En Taiwán, Lorena Cuéllar Cisneros se reúne con expertos en el tema.
*Se fijan compromisos de apoyar en las investigaciones que permitan encontrar el origen del problema
Invitada por el embajador de Taiwán en México, Carlos Liao, la Senadora Lorena Cuéllar Cisneros viajó a la ciudad asiática como parte de las acciones que realiza en busca de apoyo y nuevas acciones para atender a los enfermos de insuficiencia renal en Tlaxcala.
La visita tuvo como objetivo conocer el trabajo que en aquel lugar se ha realizado en los últimos años para erradicar este padecimiento que actualmente ubica a Tlaxcala como la primer entidad en México con más casos registrados, siendo los niños y las personas de la tercera edad los más afectados.
Durante su estancia, la presidenta de la Comisión de Desarrollo Social se reunió con el doctor Lin Yuh-Feng, Director de la fundación de Prevención de Enfermedades Renales Crónicas, quien dio a conocer que en la isla la enfermedad está controlada, no obstante –dijo- cada 3 meses se hace un monitoreo para corroborar que no se presente otro caso.
De acuerdo con el doctor Yuh-Feng, uno de los mayores problemas a los que se enfrentaron las autoridades sanitarias de Taiwán fue la contaminación del agua por arsénico, en su mayoría causada por las grandes industrias, lo que mencionó pudo ser la casusa principal de que los casos de insuficiencia renal se dispararan en menos de una década.
El arsénico, de acuerdo con la Organización Mundial de la Salud, está presente de forma natural en las aguas subterráneas, además de que se utiliza industrialmente como agente de aleación, y también en el procesamiento de vidrio, pigmentos, textiles, papel, adhesivos metálicos, protectores de la madera y municiones.
Asimismo, se emplea en los procesos de curtido de pieles, y en menor grado en la fabricación de plaguicidas y productos farmacéuticos, de tal forma que las aguas residuales de todas las industrias que se dedican a este tipo de procesos, contaminan aún más los mantos freáticos y cuando no hay un correcto tratamiento del agua que se utiliza para dar de beber al ganado, para el riego o para el consumo humano, esta se vuelve mortal.
El médico taiwanés sostuvo que –entre otras acciones- su gobierno tuvo que endurecer las sanciones para quien contaminara el agua, además de que en Taipei se puso en operación una planta purificadora que tiene 142 tanques con una capacidad de almacenamiento de 4 millones de metros cúbicos. Desde ahí una vez que el líquido es tratado se abastece a toda la isla.

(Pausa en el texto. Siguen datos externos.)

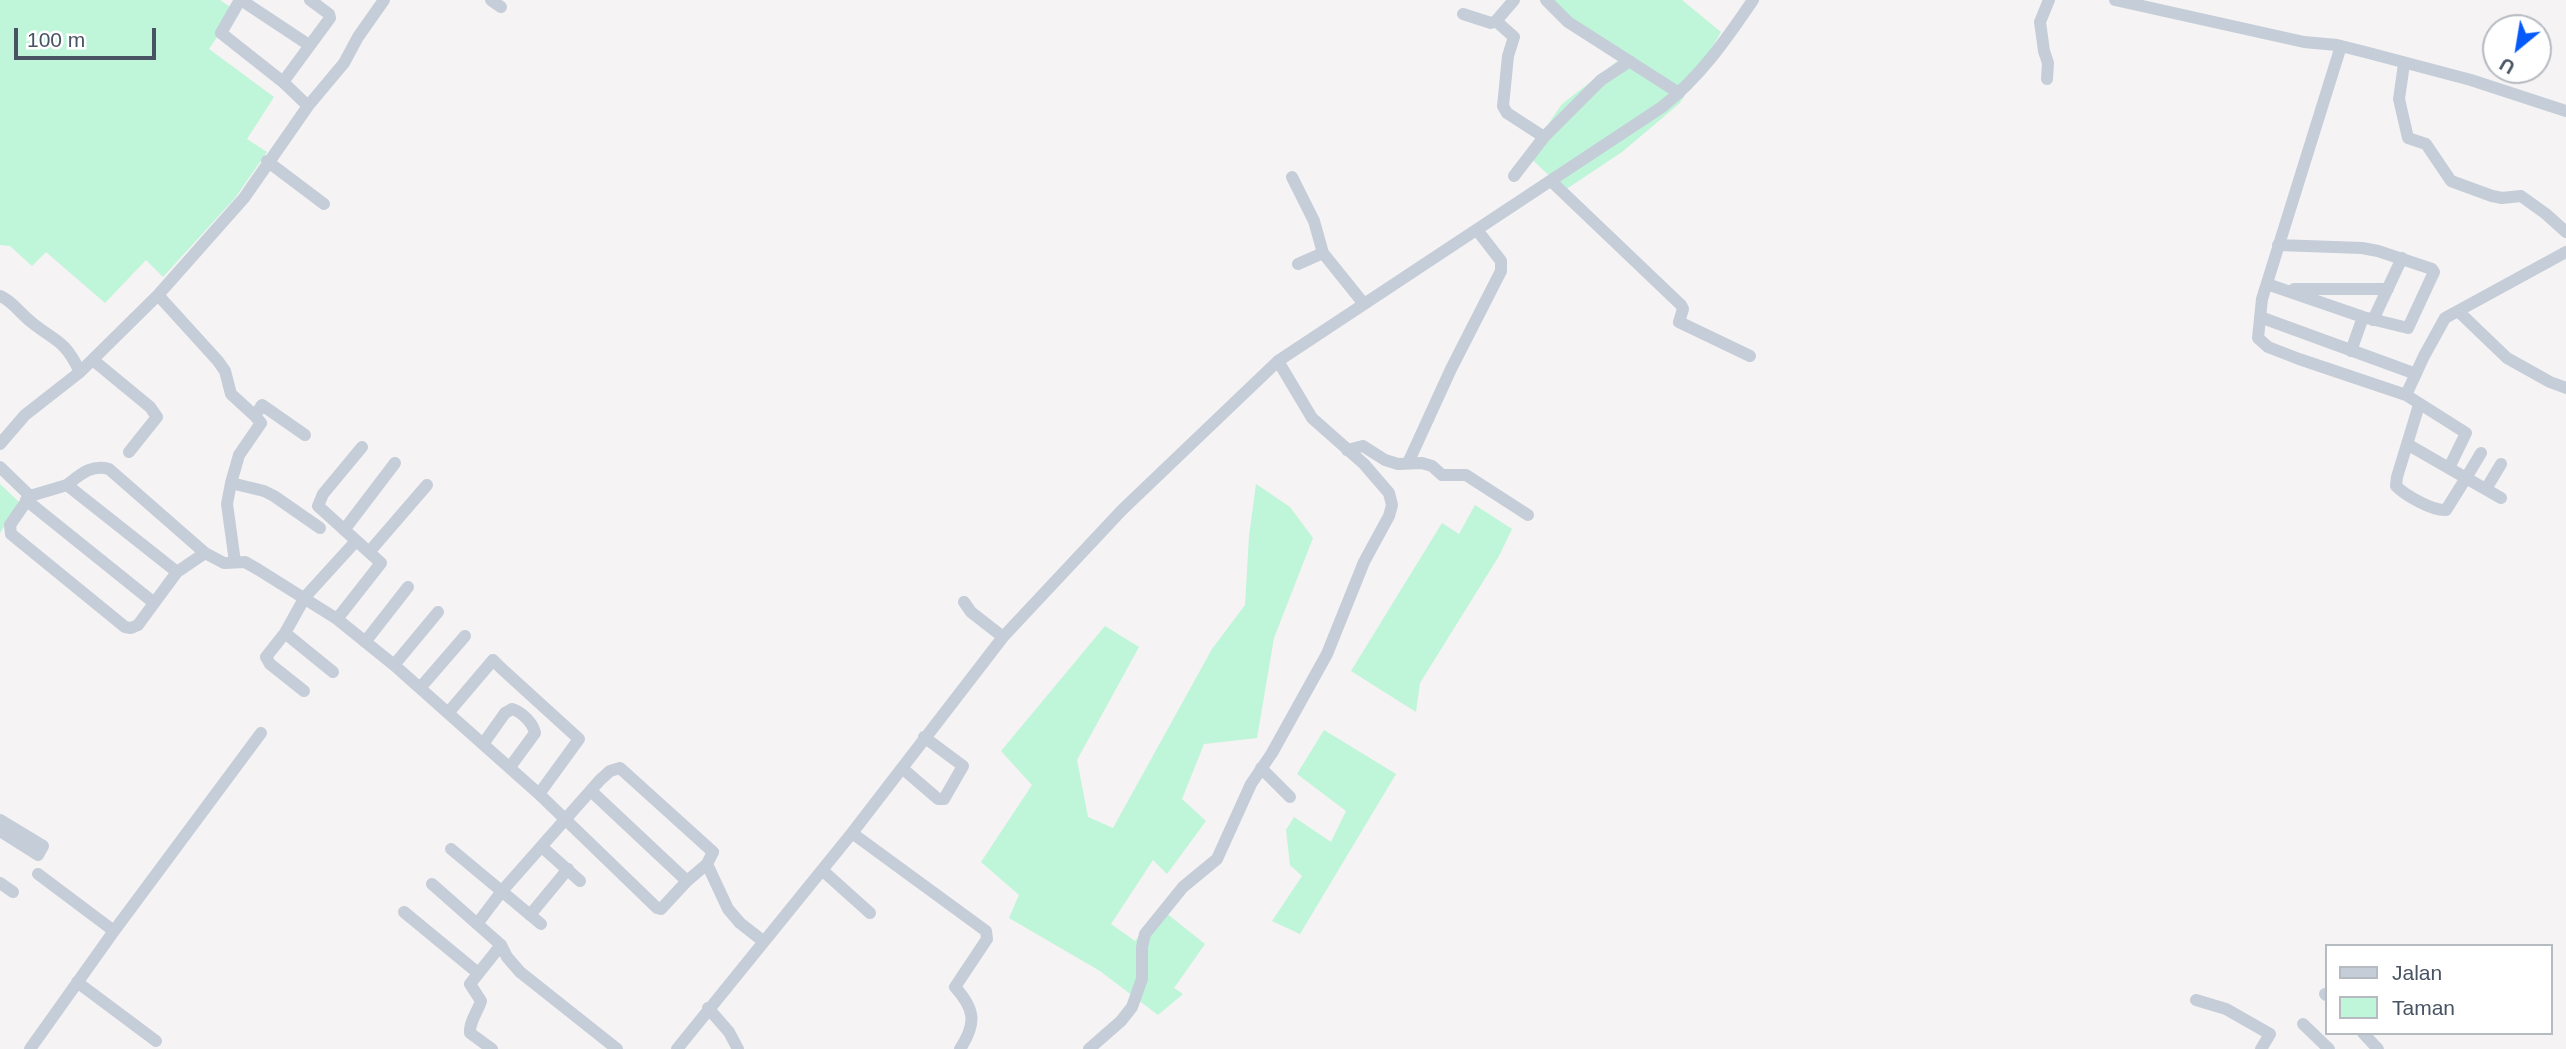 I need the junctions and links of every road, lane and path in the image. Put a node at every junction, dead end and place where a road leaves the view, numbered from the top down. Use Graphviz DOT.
graph roads {
  1 [pos="241,0"];
  2 [pos="310,0"];
  3 [pos="384,0"];
  4 [pos="1514,0"];
  5 [pos="1546,0"];
  6 [pos="1753,0"];
  7 [pos="2049,0"];
  8 [pos="2115,0"];
  9 [pos="1463,14"];
  10 [pos="1496,21"];
  11 [pos="309,45"];
  12 [pos="2339,46"];
  13 [pos="1630,61"];
  14 [pos="2404,64"];
  15 [pos="2047,79"];
  16 [pos="283,82"];
  17 [pos="1679,93"];
  18 [pos="307,106"];
  19 [pos="2566,111"];
  20 [pos="1544,137"];
  21 [pos="267,161"];
  22 [pos="1514,176"];
  23 [pos="1292,177"];
  24 [pos="1551,181"];
  25 [pos="324,204"];
  26 [pos="1477,230"];
  27 [pos="2566,232"];
  28 [pos="2278,245"];
  29 [pos="2566,252"];
  30 [pos="1324,253"];
  31 [pos="2402,258"];
  32 [pos="1298,264"];
  33 [pos="2267,284"];
  34 [pos="2283,289"];
  35 [pos="2388,289"];
  36 [pos="158,295"];
  37 [pos="0,296"];
  38 [pos="1364,304"];
  39 [pos="2458,311"];
  40 [pos="2260,317"];
  41 [pos="2368,318"];
  42 [pos="2351,351"];
  43 [pos="1750,356"];
  44 [pos="93,360"];
  45 [pos="1278,361"];
  46 [pos="80,372"];
  47 [pos="2416,374"];
  48 [pos="2566,388"];
  49 [pos="2406,395"];
  50 [pos="2419,405"];
  51 [pos="255,416"];
  52 [pos="306,435"];
  53 [pos="0,444"];
  54 [pos="2407,444"];
  55 [pos="362,447"];
  56 [pos="1347,450"];
  57 [pos="129,452"];
  58 [pos="2480,453"];
  59 [pos="395,463"];
  60 [pos="1408,463"];
  61 [pos="2501,464"];
  62 [pos="0,467"];
  63 [pos="2449,468"];
  64 [pos="2466,478"];
  65 [pos="231,483"];
  66 [pos="67,485"];
  67 [pos="427,485"];
  68 [pos="2486,489"];
  69 [pos="28,498"];
  70 [pos="2501,498"];
  71 [pos="1528,515"];
  72 [pos="320,528"];
  73 [pos="344,530"];
  74 [pos="356,541"];
  75 [pos="370,551"];
  76 [pos="205,553"];
  77 [pos="235,562"];
  78 [pos="177,572"];
  79 [pos="408,587"];
  80 [pos="305,597"];
  81 [pos="153,602"];
  82 [pos="964,602"];
  83 [pos="438,612"];
  84 [pos="337,619"];
  85 [pos="285,633"];
  86 [pos="465,636"];
  87 [pos="1003,637"];
  88 [pos="365,642"];
  89 [pos="394,665"];
  90 [pos="333,672"];
  91 [pos="420,688"];
  92 [pos="304,691"];
  93 [pos="448,713"];
  94 [pos="261,733"];
  95 [pos="924,737"];
  96 [pos="483,744"];
  97 [pos="510,767"];
  98 [pos="902,768"];
  99 [pos="1261,768"];
  100 [pos="591,791"];
  101 [pos="539,794"];
  102 [pos="1290,797"];
  103 [pos="0,820"];
  104 [pos="565,820"];
  105 [pos="0,831"];
  106 [pos="852,833"];
  107 [pos="542,847"];
  108 [pos="451,849"];
  109 [pos="707,864"];
  110 [pos="568,869"];
  111 [pos="822,870"];
  112 [pos="38,874"];
  113 [pos="580,881"];
  114 [pos="687,881"];
  115 [pos="0,883"];
  116 [pos="432,884"];
  117 [pos="502,891"];
  118 [pos="13,892"];
  119 [pos="404,912"];
  120 [pos="870,913"];
  121 [pos="530,915"];
  122 [pos="477,924"];
  123 [pos="541,924"];
  124 [pos="114,931"];
  125 [pos="763,942"];
  126 [pos="501,945"];
  127 [pos="478,973"];
  128 [pos="77,982"];
  129 [pos="2196,1000"];
  130 [pos="708,1008"];
  131 [pos="2303,1024"];
  132 [pos="2365,1035"];
  133 [pos="156,1041"];
  134 [pos="30,1049"];
  135 [pos="492,1049"];
  136 [pos="617,1049"];
  137 [pos="677,1049"];
  138 [pos="738,1049"];
  139 [pos="960,1049"];
  140 [pos="1089,1049"];
  141 [pos="2261,1049"];
  142 [pos="2329,1049"];
  143 [pos="2378,1049"];
  1 -- 11 [label="street"];
  1 -- 16 [label="street"];
  2 -- 11 [label="street"];
  3 -- 18 [label="street"];
  4 -- 10 [label="street"];
  5 -- 13 [label="street"];
  6 -- 17 [label="street"];
  7 -- 15 [label="street"];
  8 -- 12 [label="street"];
  9 -- 10 [label="street"];
  10 -- 20 [label="street"];
  11 -- 16 [label="street"];
  12 -- 14 [label="street"];
  12 -- 28 [label="street"];
  13 -- 17 [label="street"];
  13 -- 20 [label="street"];
  14 -- 19 [label="street"];
  14 -- 27 [label="street"];
  16 -- 18 [label="street"];
  17 -- 24 [label="street"];
  18 -- 21 [label="street"];
  20 -- 22 [label="street"];
  21 -- 25 [label="street"];
  21 -- 36 [label="street"];
  23 -- 30 [label="street"];
  24 -- 26 [label="street"];
  24 -- 43 [label="street"];
  26 -- 38 [label="street"];
  26 -- 60 [label="street"];
  28 -- 31 [label="street"];
  28 -- 33 [label="street"];
  29 -- 39 [label="street"];
  30 -- 32 [label="street"];
  30 -- 38 [label="street"];
  31 -- 35 [label="street"];
  31 -- 41 [label="street"];
  33 -- 34 [label="street"];
  33 -- 40 [label="street"];
  34 -- 35 [label="street"];
  34 -- 41 [label="street"];
  35 -- 41 [label="street"];
  36 -- 44 [label="street"];
  36 -- 51 [label="street"];
  37 -- 46 [label="street"];
  38 -- 45 [label="street"];
  39 -- 47 [label="street"];
  39 -- 48 [label="street"];
  40 -- 42 [label="street"];
  40 -- 49 [label="street"];
  41 -- 42 [label="street"];
  42 -- 47 [label="street"];
  44 -- 46 [label="street"];
  44 -- 57 [label="street"];
  45 -- 56 [label="street"];
  45 -- 87 [label="street"];
  46 -- 53 [label="street"];
  47 -- 49 [label="street"];
  49 -- 50 [label="street"];
  50 -- 54 [label="street"];
  50 -- 63 [label="street"];
  51 -- 52 [label="street"];
  51 -- 65 [label="street"];
  54 -- 63 [label="street"];
  54 -- 64 [label="street"];
  55 -- 73 [label="street"];
  56 -- 60 [label="street"];
  56 -- 99 [label="street"];
  58 -- 64 [label="street"];
  59 -- 73 [label="street"];
  60 -- 71 [label="street"];
  61 -- 68 [label="street"];
  62 -- 69 [label="street"];
  63 -- 64 [label="street"];
  64 -- 68 [label="street"];
  65 -- 72 [label="street"];
  65 -- 77 [label="street"];
  66 -- 69 [label="street"];
  66 -- 76 [label="street"];
  66 -- 78 [label="street"];
  67 -- 75 [label="street"];
  68 -- 70 [label="street"];
  69 -- 81 [label="street"];
  69 -- 81 [label="street"];
  73 -- 74 [label="street"];
  74 -- 75 [label="street"];
  74 -- 80 [label="street"];
  75 -- 84 [label="street"];
  76 -- 77 [label="street"];
  76 -- 78 [label="street"];
  77 -- 80 [label="street"];
  78 -- 81 [label="street"];
  79 -- 88 [label="street"];
  80 -- 84 [label="street"];
  80 -- 85 [label="street"];
  82 -- 87 [label="street"];
  83 -- 89 [label="street"];
  84 -- 88 [label="street"];
  85 -- 90 [label="street"];
  85 -- 92 [label="street"];
  86 -- 91 [label="street"];
  87 -- 95 [label="street"];
  88 -- 89 [label="street"];
  89 -- 91 [label="street"];
  91 -- 93 [label="street"];
  93 -- 96 [label="street"];
  93 -- 101 [label="street"];
  94 -- 124 [label="street"];
  95 -- 98 [label="street"];
  95 -- 98 [label="street"];
  96 -- 97 [label="street"];
  96 -- 97 [label="street"];
  97 -- 101 [label="street"];
  98 -- 106 [label="street"];
  99 -- 102 [label="street"];
  99 -- 140 [label="street"];
  100 -- 104 [label="street"];
  100 -- 109 [label="street"];
  100 -- 114 [label="street"];
  101 -- 104 [label="street"];
  103 -- 105 [label="street"];
  104 -- 107 [label="street"];
  104 -- 114 [label="street"];
  106 -- 111 [label="street"];
  106 -- 139 [label="street"];
  107 -- 110 [label="street"];
  107 -- 117 [label="street"];
  108 -- 117 [label="street"];
  109 -- 114 [label="street"];
  109 -- 125 [label="street"];
  110 -- 113 [label="street"];
  110 -- 121 [label="street"];
  111 -- 120 [label="street"];
  111 -- 125 [label="street"];
  112 -- 124 [label="street"];
  115 -- 118 [label="street"];
  116 -- 122 [label="street"];
  117 -- 121 [label="street"];
  117 -- 122 [label="street"];
  119 -- 127 [label="street"];
  121 -- 123 [label="street"];
  122 -- 126 [label="street"];
  124 -- 128 [label="street"];
  125 -- 130 [label="street"];
  126 -- 127 [label="street"];
  126 -- 136 [label="street"];
  127 -- 135 [label="street"];
  128 -- 133 [label="street"];
  128 -- 134 [label="street"];
  129 -- 141 [label="street"];
  130 -- 137 [label="street"];
  130 -- 138 [label="street"];
  131 -- 142 [label="street"];
  132 -- 143 [label="street"];
}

La planta purificadora funciona mediante paneles solares y a través de tecnología de alto nivel se logra limpiar el agua de metales pesados, lo que la hace apta y segura para el consumo de sus habitantes.
De esta forma y según datos del Sistema de Datos Renales de Estados Unidos, Taiwán logró en 5 años pasar de 418 a 361 casos de insuficiencia renal crónica por cada millón de habitantes, lo que representa un avance importante para las más de 23 millones de personas que residen en esta ciudad ubicada a 200 kilómetros al sureste de la China continental.
Ante esto, Lorena Cuéllar Cisneros reitero la necesidad de continuar en la búsqueda de alternativas que han funcionado en otras naciones del mundo y que bien podrían ponerse en práctica en nuestro país para prevenir y, en su caso, atender a quienes padecen de insuficiencia renal crónica cuyo índice anual es de 40 mil personas y se estima que en 2025 el número de nuevos casos en su etapa terminal será de 65.9 por ciento.